For instance, in describing how certain typical instances of amodal perception work, van Lier and Gerbino write that “the shape completed behind the occluder depends on the properties of the […] partly occluded contours” (van Lier and Gerbino Reference van Lier, Gerbino and Johan2015, 296). This is not a story about perceiving a mereologically complex object by tracking its parts, but rather one about perceiving one property, the object’s shape, by virtue of perceiving another, the partly occluded contours. Even if the properties and features are, and are necessarily, properties and features of parts, that doesn’t entail that perceiving them requires perceiving the parts as such. They are, and this seems consistent with the phenomenal character of the experience, properties perceived as characterizing the perceived object.

The details laid out by van Lier and Gerbino about other typical instances of completion follow suit, referring to features and properties, but not parts. Likewise, the leading paradigms used to study amodal perception described by Sekuler and Murray involve experimental subjects making judgments about shape and related properties (Sekuler and Murray Reference Sekuler, Murray, Shipley and Kellman2001, 269–72). This is, moreover, in keeping with other surveys of work in vision science on amodal perception (e.g., Tse Reference Tse1999; van Lier Reference van Lier1999). The focus is squarely on properties and features, and not insofar as these belong to parts, in particular—although do they in fact belong, some of them, anyway, to parts—but insofar as they characterize the perceived object.

The way amodal perception is understood in vision science, then, doesn’t force our hand and compel us to accept that ABAs are right to commit to Absence. While mereological language is typical of the literature in vision science on the topic, I take it to be a façon de parler, an effective way of calling attention to the phenomenon in question. From the outside, from a sideways-on view, carving up the perceived object into out-of-view and in-view parts is helpful in at least two ways.
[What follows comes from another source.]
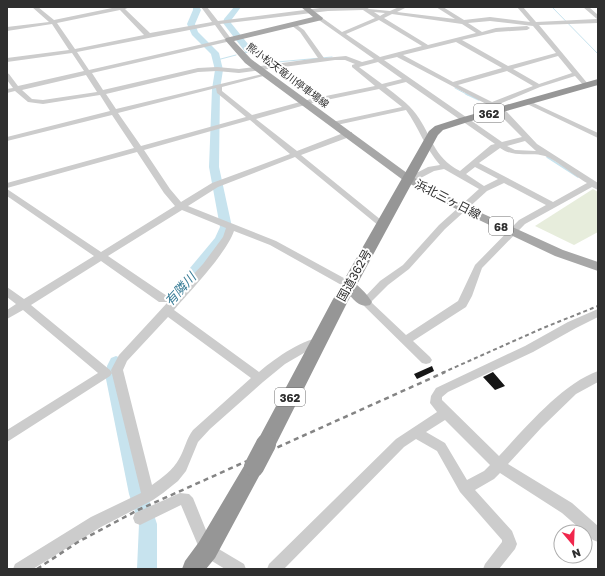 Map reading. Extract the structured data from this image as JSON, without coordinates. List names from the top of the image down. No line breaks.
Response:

First, it allows us to identify domains of what does and doesn’t impinge on the visual system, which is fundamental for perceptual psychology, whose task it is to determine how we have such a rich, well-rounded experience of objects despite the limitations of our perspective on them. Second, mereological language is useful in describing what we don’t experience. For instance, in cases of allo-occlusion like the cat behind the fence, it has to be stressed that we don’t perceive a set of scattered, noncontinuous cat bits. Nor, in allo-occlusion, is an object’s facing surface salient as such, let alone as in any way independent or discontinuous from its remainder. Neither of those points, however, amount to or lend any direct support to the crucial ABA claims, i.e., Absence and Complexity.

5. Conclusion

In place of ABAs, I’ve suggested that in cases of self-occlusion and allo-occlusion, our experience, rather than carving objects up into parts, presents objects to us as having certain properties. The kiwi is perceived as ovoid, as filling out space in a certain way. That no doubt entails that the kiwi has out-of-view parts, but not that we experience those parts in any way. And the cat behind the fence is seen as one continuous item located behind and appearing at various points through the fence. What about the phenomenology, though? What can I say to someone like Noë or Husserl who claims to experience occluded object parts? My account may not appear to have addressed the phenomenal character sufficiently, and so I’ll conclude by assuaging potentially lingering concerns on that front. Of course, I think what Noë and Husserl offer are misdescriptions of the same experience we share by virtue of our fundamentally similar visual systems. They report that the out-of-view remainder of the kiwi and the parts of the cat blocked by the fence are perceptually present in visual experience. Although that is not what’s going on, it is an understandable way of giving voice to the experience.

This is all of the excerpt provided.